***** Listed records

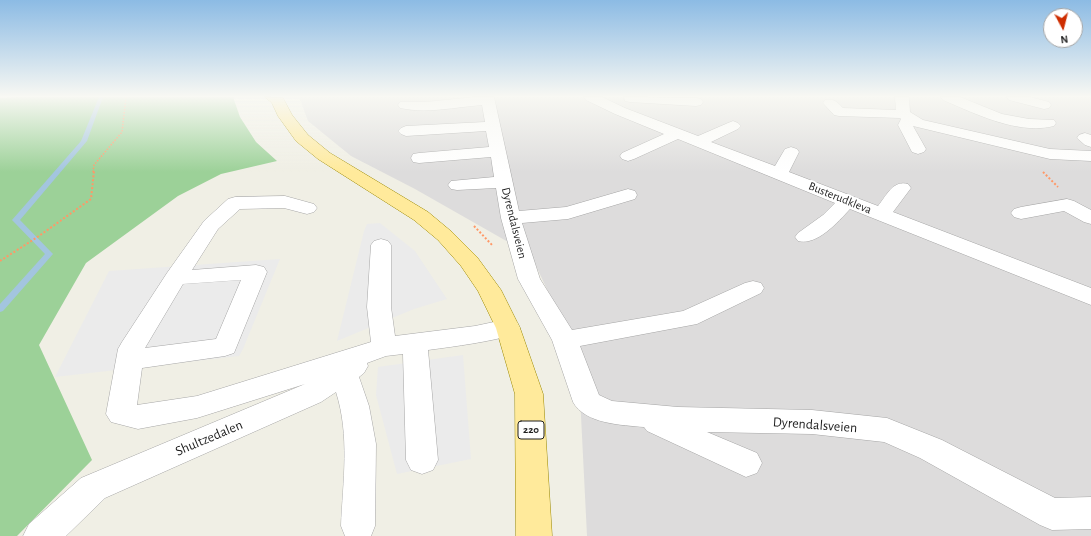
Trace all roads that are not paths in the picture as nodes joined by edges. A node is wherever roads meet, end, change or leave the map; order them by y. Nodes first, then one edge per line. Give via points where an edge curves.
1 (290, 122) edge
2 (493, 122) edge
3 (658, 122) edge
4 (905, 122) edge
5 (916, 122) edge
6 (1023, 122) edge
7 (1049, 123) dead end
8 (733, 126) dead end
9 (406, 131) dead end
10 (677, 134) junction
11 (496, 139) junction
12 (698, 142) junction
13 (918, 149) dead end
14 (791, 152) dead end
15 (628, 156) dead end
16 (1091, 156) edge
17 (419, 158) dead end
18 (779, 174) junction
19 (504, 182) junction
20 (457, 186) dead end
21 (902, 188) dead end
22 (628, 195) dead end
23 (847, 201) junction
24 (1078, 205) edge
25 (307, 208) dead end
26 (1021, 213) dead end
27 (881, 215) junction
28 (511, 218) junction
29 (1091, 218) edge
30 (805, 237) dead end
31 (382, 245) dead end
32 (175, 278) junction
33 (753, 288) dead end
34 (1091, 297) edge
35 (508, 328) junction
36 (565, 340) junction
37 (415, 343) junction
38 (384, 347) junction
39 (129, 360) junction
40 (344, 373) junction
41 (641, 415) junction
42 (422, 460) dead end
43 (746, 463) dead end
44 (1091, 512) edge
45 (358, 526) dead end
46 (41, 536) edge
47 (534, 536) edge

1 - 35 main road, 220 via 302,138 331,161 421,216 445,236 469,262 489,290
2 - 11 street, Dyrendalsveien
3 - 10 street, Busterudkleva
4 - 13 street
5 - 16 street via 972,133 1050,154
6 - 7 street
8 - 12 street
9 - 11 street via 449,125
10 - 12 street, Busterudkleva
10 - 15 street
11 - 17 street
11 - 19 street, Dyrendalsveien
12 - 18 street, Busterudkleva
14 - 18 street
18 - 23 street, Busterudkleva
19 - 20 street
19 - 28 street, Dyrendalsveien
21 - 27 street
22 - 28 street via 568,213
23 - 27 street, Busterudkleva
23 - 30 street via 830,219
24 - 26 street
24 - 29 street
25 - 32 street via 285,202 235,203 211,225
27 - 34 street, Busterudkleva
28 - 36 street, Dyrendalsveien via 529,279
31 - 38 street via 379,307
32 - 39 street via 131,349
32 - 39 street via 256,272 225,347
33 - 36 street via 688,318
35 - 37 street via 475,336
35 - 47 main road, 220 via 529,394
36 - 41 street, Dyrendalsveien via 587,402 608,412
37 - 38 street
37 - 42 street
38 - 39 street via 197,406 138,417 121,414
38 - 40 street, Shultzedalen
40 - 45 street via 355,406 361,444
40 - 46 street, Shultzedalen via 311,394 93,488
41 - 43 street
41 - 44 street, Dyrendalsveien via 678,419 812,422 886,430 930,449 1052,514

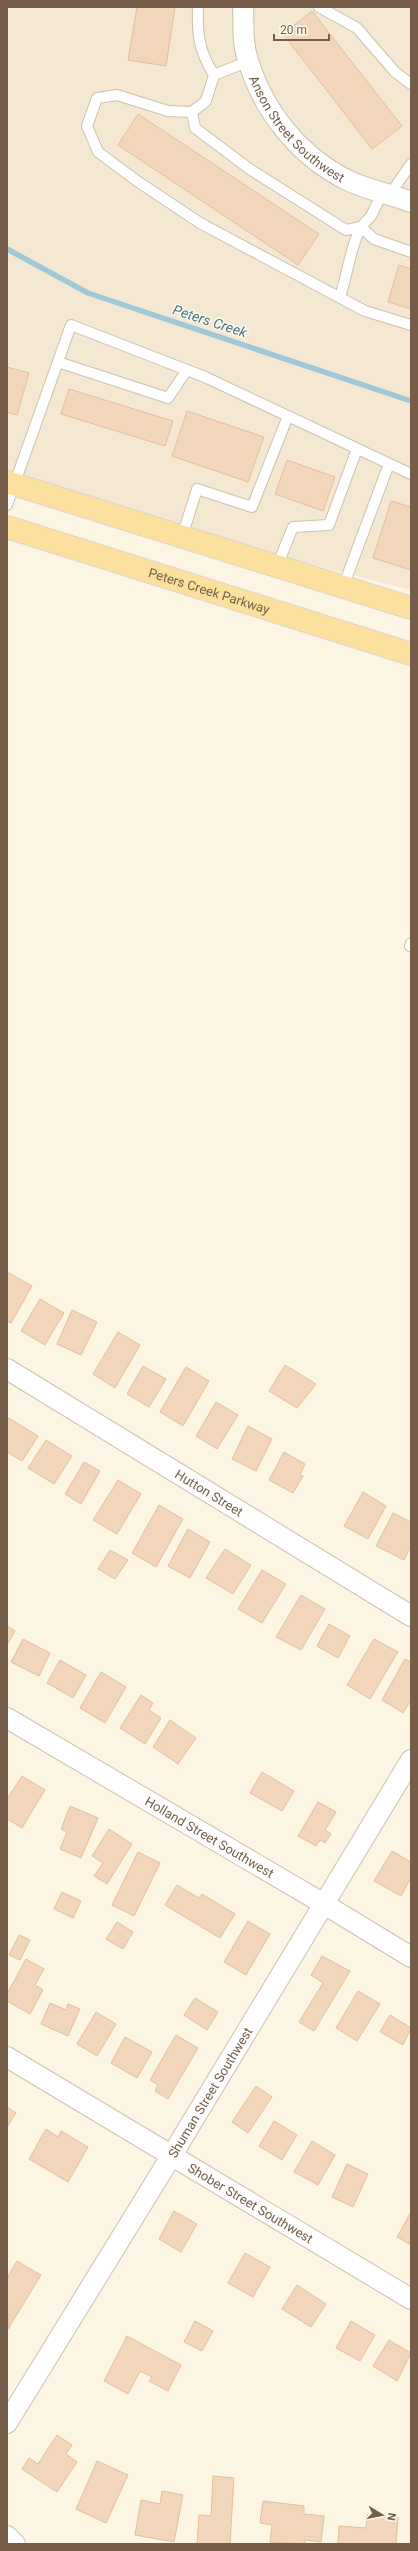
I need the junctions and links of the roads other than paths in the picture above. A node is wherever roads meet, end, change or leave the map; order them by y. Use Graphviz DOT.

**********

— Task statement —
Everything in the entries except the images must be copied exactly.

— Output —
Trace all roads that are not paths in the picture as nodes joined by edges. A node is wherever roads meet, end, change or leave the map; order them by y. Nodes first, then one edge per line. Give via points where an edge curves.
1 (290, 122) edge
2 (493, 122) edge
3 (658, 122) edge
4 (905, 122) edge
5 (916, 122) edge
6 (1023, 122) edge
7 (1049, 123) dead end
8 (733, 126) dead end
9 (406, 131) dead end
10 (677, 134) junction
11 (496, 139) junction
12 (698, 142) junction
13 (918, 149) dead end
14 (791, 152) dead end
15 (628, 156) dead end
16 (1091, 156) edge
17 (419, 158) dead end
18 (779, 174) junction
19 (504, 182) junction
20 (457, 186) dead end
21 (902, 188) dead end
22 (628, 195) dead end
23 (847, 201) junction
24 (1078, 205) edge
25 (307, 208) dead end
26 (1021, 213) dead end
27 (881, 215) junction
28 (511, 218) junction
29 (1091, 218) edge
30 (805, 237) dead end
31 (382, 245) dead end
32 (175, 278) junction
33 (753, 288) dead end
34 (1091, 297) edge
35 (508, 328) junction
36 (565, 340) junction
37 (415, 343) junction
38 (384, 347) junction
39 (129, 360) junction
40 (344, 373) junction
41 (641, 415) junction
42 (422, 460) dead end
43 (746, 463) dead end
44 (1091, 512) edge
45 (358, 526) dead end
46 (41, 536) edge
47 (534, 536) edge

1 - 35 main road, 220 via 302,138 331,161 421,216 445,236 469,262 489,290
2 - 11 street, Dyrendalsveien
3 - 10 street, Busterudkleva
4 - 13 street
5 - 16 street via 972,133 1050,154
6 - 7 street
8 - 12 street
9 - 11 street via 449,125
10 - 12 street, Busterudkleva
10 - 15 street
11 - 17 street
11 - 19 street, Dyrendalsveien
12 - 18 street, Busterudkleva
14 - 18 street
18 - 23 street, Busterudkleva
19 - 20 street
19 - 28 street, Dyrendalsveien
21 - 27 street
22 - 28 street via 568,213
23 - 27 street, Busterudkleva
23 - 30 street via 830,219
24 - 26 street
24 - 29 street
25 - 32 street via 285,202 235,203 211,225
27 - 34 street, Busterudkleva
28 - 36 street, Dyrendalsveien via 529,279
31 - 38 street via 379,307
32 - 39 street via 131,349
32 - 39 street via 256,272 225,347
33 - 36 street via 688,318
35 - 37 street via 475,336
35 - 47 main road, 220 via 529,394
36 - 41 street, Dyrendalsveien via 587,402 608,412
37 - 38 street
37 - 42 street
38 - 39 street via 197,406 138,417 121,414
38 - 40 street, Shultzedalen
40 - 45 street via 355,406 361,444
40 - 46 street, Shultzedalen via 311,394 93,488
41 - 43 street
41 - 44 street, Dyrendalsveien via 678,419 812,422 886,430 930,449 1052,514

I need the junctions and links of the roads other than paths in the picture above. A node is wherever roads meet, end, change or leave the map; order them by y. Use Graphviz DOT.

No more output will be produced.